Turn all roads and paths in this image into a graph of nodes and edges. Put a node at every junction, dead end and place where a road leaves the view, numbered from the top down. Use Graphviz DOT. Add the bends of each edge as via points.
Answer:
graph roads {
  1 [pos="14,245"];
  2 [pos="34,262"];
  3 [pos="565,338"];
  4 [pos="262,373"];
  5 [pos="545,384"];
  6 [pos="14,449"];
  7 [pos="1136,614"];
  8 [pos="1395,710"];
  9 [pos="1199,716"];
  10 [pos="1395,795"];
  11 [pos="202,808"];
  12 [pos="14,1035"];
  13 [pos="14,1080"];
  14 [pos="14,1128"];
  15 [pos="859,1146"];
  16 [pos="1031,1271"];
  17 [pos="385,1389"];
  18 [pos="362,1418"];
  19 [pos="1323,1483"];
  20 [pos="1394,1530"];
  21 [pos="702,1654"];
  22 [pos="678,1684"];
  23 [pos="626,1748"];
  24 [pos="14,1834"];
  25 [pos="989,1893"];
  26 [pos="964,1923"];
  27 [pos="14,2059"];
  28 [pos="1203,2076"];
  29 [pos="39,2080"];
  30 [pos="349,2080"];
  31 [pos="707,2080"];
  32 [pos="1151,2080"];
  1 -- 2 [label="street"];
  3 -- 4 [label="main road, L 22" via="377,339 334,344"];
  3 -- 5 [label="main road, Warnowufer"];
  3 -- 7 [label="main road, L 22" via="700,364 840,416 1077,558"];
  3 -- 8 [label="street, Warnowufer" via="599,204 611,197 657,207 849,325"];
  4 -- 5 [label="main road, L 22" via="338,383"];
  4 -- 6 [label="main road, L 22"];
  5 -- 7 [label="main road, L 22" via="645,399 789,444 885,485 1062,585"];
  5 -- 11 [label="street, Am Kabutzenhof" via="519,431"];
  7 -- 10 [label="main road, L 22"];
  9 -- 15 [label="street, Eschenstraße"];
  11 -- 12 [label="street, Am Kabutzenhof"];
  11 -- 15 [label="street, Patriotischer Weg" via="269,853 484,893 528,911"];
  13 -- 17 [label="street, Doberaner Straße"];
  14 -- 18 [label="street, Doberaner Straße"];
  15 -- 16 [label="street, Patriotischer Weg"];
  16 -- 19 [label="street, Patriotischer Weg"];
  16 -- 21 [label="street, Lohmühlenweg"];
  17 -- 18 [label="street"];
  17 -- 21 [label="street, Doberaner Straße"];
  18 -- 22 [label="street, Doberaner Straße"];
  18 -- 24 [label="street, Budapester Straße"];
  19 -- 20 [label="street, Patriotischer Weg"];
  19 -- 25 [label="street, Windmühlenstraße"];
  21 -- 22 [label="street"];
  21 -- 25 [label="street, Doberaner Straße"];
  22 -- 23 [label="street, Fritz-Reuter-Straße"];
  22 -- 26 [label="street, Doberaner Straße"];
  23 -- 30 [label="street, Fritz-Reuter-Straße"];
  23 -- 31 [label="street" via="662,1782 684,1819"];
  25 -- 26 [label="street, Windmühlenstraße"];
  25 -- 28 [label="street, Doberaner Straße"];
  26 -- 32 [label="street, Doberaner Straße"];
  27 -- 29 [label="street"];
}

▸ **TASK**:
Each entry in the listing is to be output exactly as given.

▸ **ANSWER SECTION**:
Turn all roads and paths in this image into a graph of nodes and edges. Put a node at every junction, dead end and place where a road leaves the view, numbered from the top down. Use Graphviz DOT. Add the bends of each edge as via points.
Answer:
graph roads {
  1 [pos="14,245"];
  2 [pos="34,262"];
  3 [pos="565,338"];
  4 [pos="262,373"];
  5 [pos="545,384"];
  6 [pos="14,449"];
  7 [pos="1136,614"];
  8 [pos="1395,710"];
  9 [pos="1199,716"];
  10 [pos="1395,795"];
  11 [pos="202,808"];
  12 [pos="14,1035"];
  13 [pos="14,1080"];
  14 [pos="14,1128"];
  15 [pos="859,1146"];
  16 [pos="1031,1271"];
  17 [pos="385,1389"];
  18 [pos="362,1418"];
  19 [pos="1323,1483"];
  20 [pos="1394,1530"];
  21 [pos="702,1654"];
  22 [pos="678,1684"];
  23 [pos="626,1748"];
  24 [pos="14,1834"];
  25 [pos="989,1893"];
  26 [pos="964,1923"];
  27 [pos="14,2059"];
  28 [pos="1203,2076"];
  29 [pos="39,2080"];
  30 [pos="349,2080"];
  31 [pos="707,2080"];
  32 [pos="1151,2080"];
  1 -- 2 [label="street"];
  3 -- 4 [label="main road, L 22" via="377,339 334,344"];
  3 -- 5 [label="main road, Warnowufer"];
  3 -- 7 [label="main road, L 22" via="700,364 840,416 1077,558"];
  3 -- 8 [label="street, Warnowufer" via="599,204 611,197 657,207 849,325"];
  4 -- 5 [label="main road, L 22" via="338,383"];
  4 -- 6 [label="main road, L 22"];
  5 -- 7 [label="main road, L 22" via="645,399 789,444 885,485 1062,585"];
  5 -- 11 [label="street, Am Kabutzenhof" via="519,431"];
  7 -- 10 [label="main road, L 22"];
  9 -- 15 [label="street, Eschenstraße"];
  11 -- 12 [label="street, Am Kabutzenhof"];
  11 -- 15 [label="street, Patriotischer Weg" via="269,853 484,893 528,911"];
  13 -- 17 [label="street, Doberaner Straße"];
  14 -- 18 [label="street, Doberaner Straße"];
  15 -- 16 [label="street, Patriotischer Weg"];
  16 -- 19 [label="street, Patriotischer Weg"];
  16 -- 21 [label="street, Lohmühlenweg"];
  17 -- 18 [label="street"];
  17 -- 21 [label="street, Doberaner Straße"];
  18 -- 22 [label="street, Doberaner Straße"];
  18 -- 24 [label="street, Budapester Straße"];
  19 -- 20 [label="street, Patriotischer Weg"];
  19 -- 25 [label="street, Windmühlenstraße"];
  21 -- 22 [label="street"];
  21 -- 25 [label="street, Doberaner Straße"];
  22 -- 23 [label="street, Fritz-Reuter-Straße"];
  22 -- 26 [label="street, Doberaner Straße"];
  23 -- 30 [label="street, Fritz-Reuter-Straße"];
  23 -- 31 [label="street" via="662,1782 684,1819"];
  25 -- 26 [label="street, Windmühlenstraße"];
  25 -- 28 [label="street, Doberaner Straße"];
  26 -- 32 [label="street, Doberaner Straße"];
  27 -- 29 [label="street"];
}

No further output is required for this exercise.